The Inn retained its original three-seat outhouse, built in 1888, until the winter of 2010 when time and the elements took their toll. Also built in 1888, the Barn still remains and now houses your Innkeeper upstairs. Originally the downstairs was renovated into the Owner’s Quarters. Today the downstairs Suite in the Barn provides total seclusion for guests.
The Clarks personally built over 150 ft. of dry stone walls from the stone they hauled from the creek that borders the property. Extensive landscaping included the planting of mature pines, ornamental trees, shrubs and thousands of bulbs. Two water gardens were created. And over 150 ft. of brick sidewalks and terraces were also laid down.
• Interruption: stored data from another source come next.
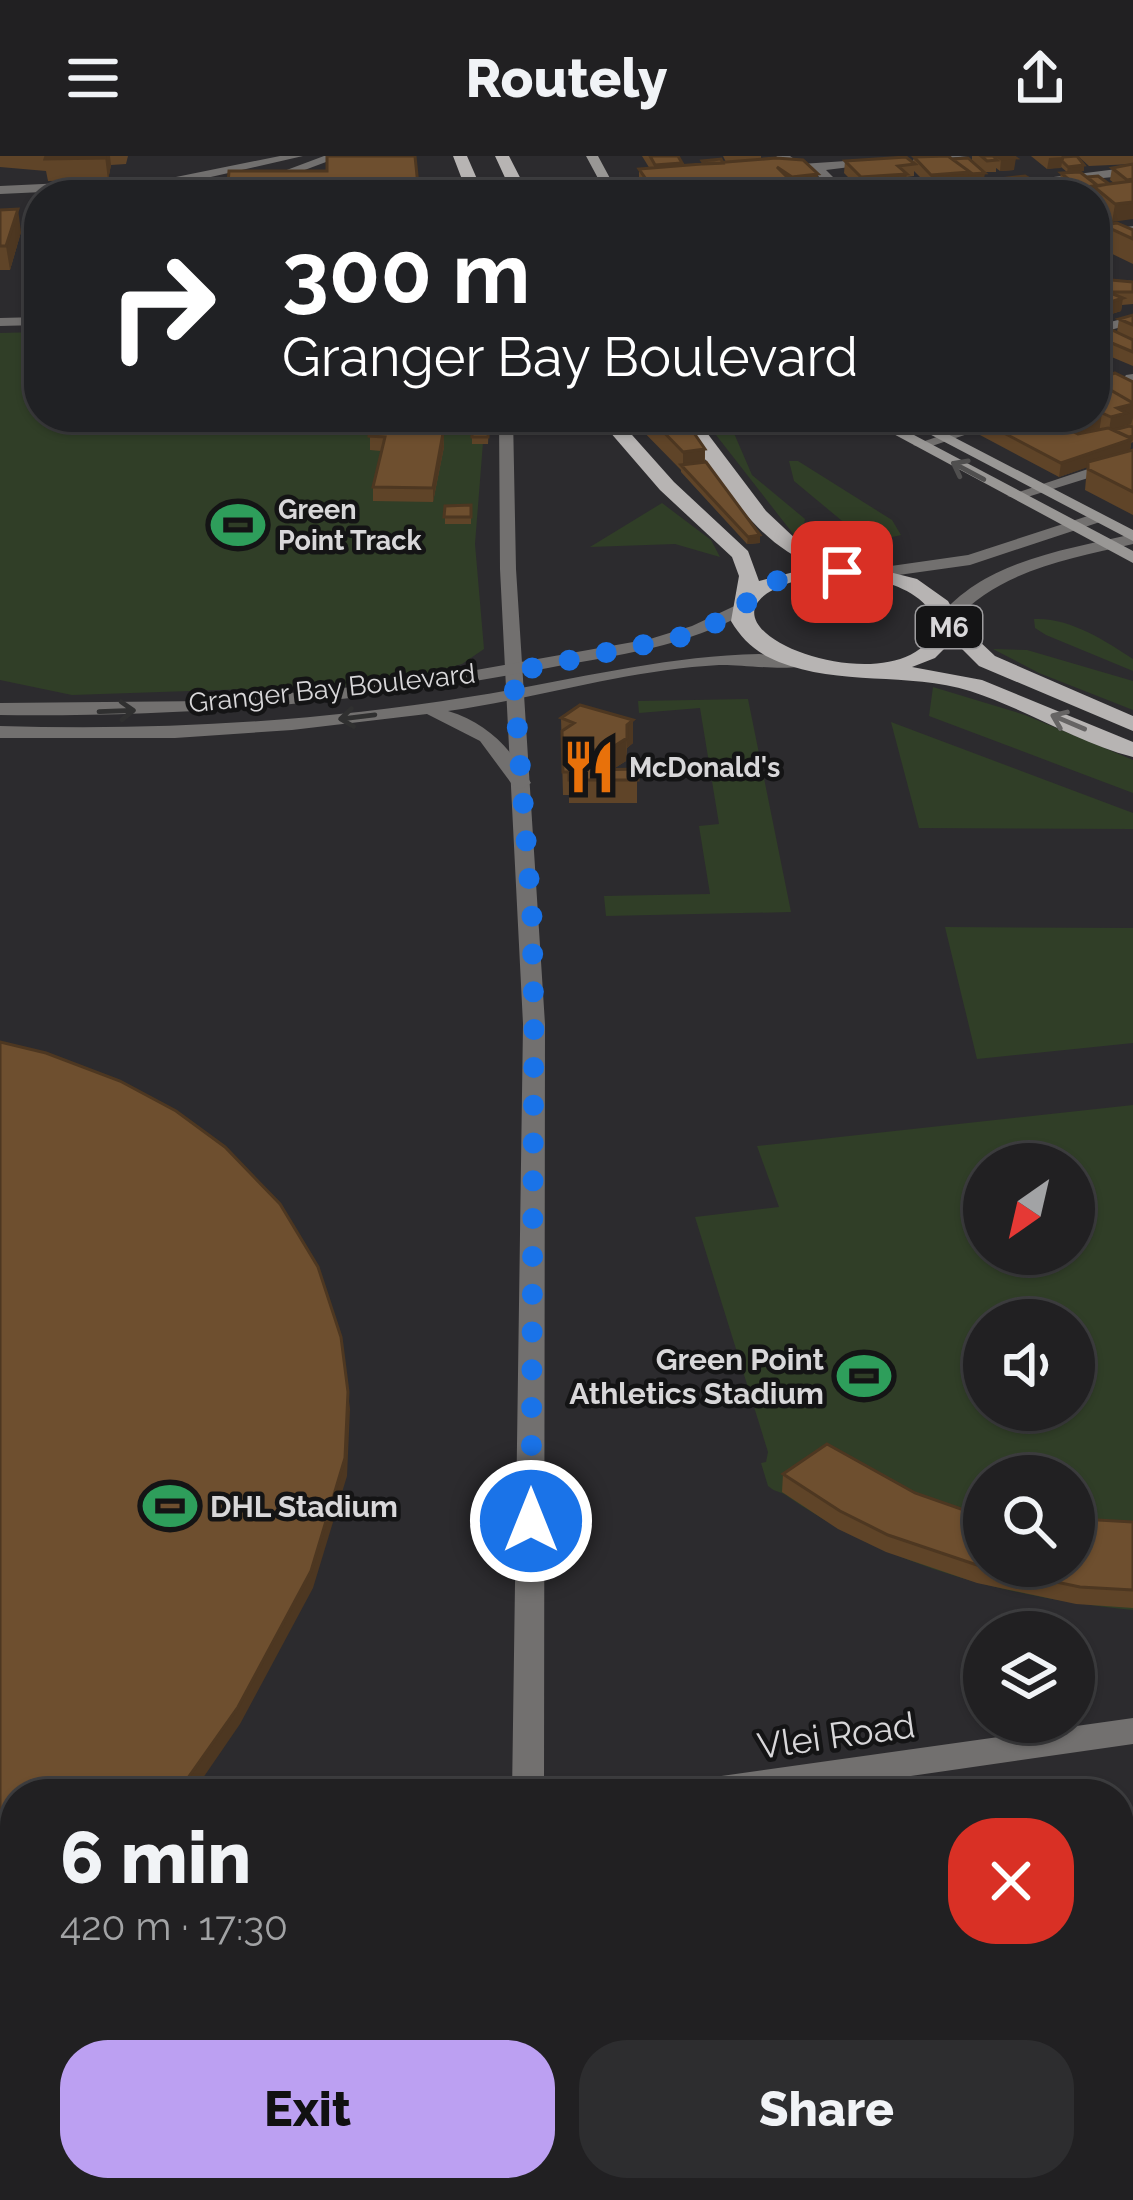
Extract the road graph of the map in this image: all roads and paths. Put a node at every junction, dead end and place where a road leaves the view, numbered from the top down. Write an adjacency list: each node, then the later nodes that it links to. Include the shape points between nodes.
1 (782, 156): 5 (street, via 794,167)
2 (962, 156): 5 (street)
3 (333, 158): 4 (street)
4 (297, 163): 7 (street); 7 (street)
5 (816, 167): 9 (street)
6 (1133, 171): 10 (street)
7 (228, 179): 8 (street)
8 (220, 180)
9 (829, 180)
10 (1036, 180)
11 (506, 432): 32 (street)
12 (619, 432): 28 (main road, M6, via 741,555)
13 (698, 432): 27 (main road, M6, via 782,540)
14 (897, 432): 18 (main road)
15 (935, 432): 17 (main road)
16 (962, 432): 17 (street)
17 (945, 437): 18 (street); 20 (main road)
18 (921, 445): 21 (main road, one-way to 18)
19 (1133, 459): 20 (street)
20 (1040, 488): 21 (street); 22 (main road)
21 (1015, 496): 23 (main road)
22 (1097, 518): 23 (street); 24 (main road)
23 (1072, 526): 25 (main road); 27 (street, via 946,566)
24 (1133, 538): 25 (street)
25 (1108, 545): 26 (main road); 29 (street, via 975,589)
26 (1133, 558)
27 (869, 574): 28 (main road, M6, via 794,576); 29 (main road, M6, via 919,589)
28 (746, 603): 30 (main road, M6, via 742,621 754,639); 32 (street, Granger Bay Boulevard, via 685,636)
29 (949, 621): 31 (main road, M6, via 940,644 921,657); 36 (main road, M6, via 987,662)
30 (810, 664): 31 (main road, M6); 33 (street, Granger Bay Boulevard, via 702,659)
31 (860, 669): 38 (main road, M6, one-way to 31, via 974,685)
32 (513, 672): 33 (street); 34 (street, Granger Bay Boulevard, one-way to 32, via 262,706)
33 (514, 695): 35 (street, Granger Bay Boulevard); 39 (street)
34 (0, 709)
35 (418, 709): 37 (street, Granger Bay Boulevard, one-way to 37, via 181,731); 39 (street, via 484,730)
36 (1133, 724)
37 (0, 732)
38 (1133, 750)
39 (521, 783): 41 (street, via 534,1024)
40 (1133, 1731): 42 (street, Vlei Road)
41 (528, 1779)
42 (798, 1779)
As a result, visitors to the Inn are impressed not only by it’s comfort, warmth and charm, but also by the beauty and tranquility of the peaceful gardens.
A Little History About Your Innkeeper
In late summer 2004, Sheryl Mordini purchased the Inn and all it’s contents. Born in Southern California and raised in Hong Kong, Sheryl returned to California to attend college. Upon graduating, she began her career in automotive marketing/advertising. Beginning as a Secretary, hard work, strong principles and common sense, helped Sheryl rise to the top. With nearly twenty years marketing/advertising experience, and stress to boot, she decided to follow her pursuit of owning and operating a Bed & Breakfast. Consequently, having never heard of the Finger Lakes before and not knowing a single soul, guests often ask how she ended up in Bristol. The simple answer… the Inn called her.
Sheryl’s vision of the 1795 Acorn Inn is a reflection of herself. Simple elegance. Comfortable luxury. Romance. A blending of antiques and contemporary comfort to create a warm, inviting Bed & Breakfast in which to find relaxation and peace. Sheryl applies her ten and a half years of experience introducing and building the Lexus brand, the automotive industry’s consistent leader in customer service and quality, and has applied it to the Inn. The Relentless Pursuit of Perfection need not only apply to the automotive world. As a result and under her loving care, the Acorn Inn consistently maintains it’s high standards and strives to raise the bar even higher.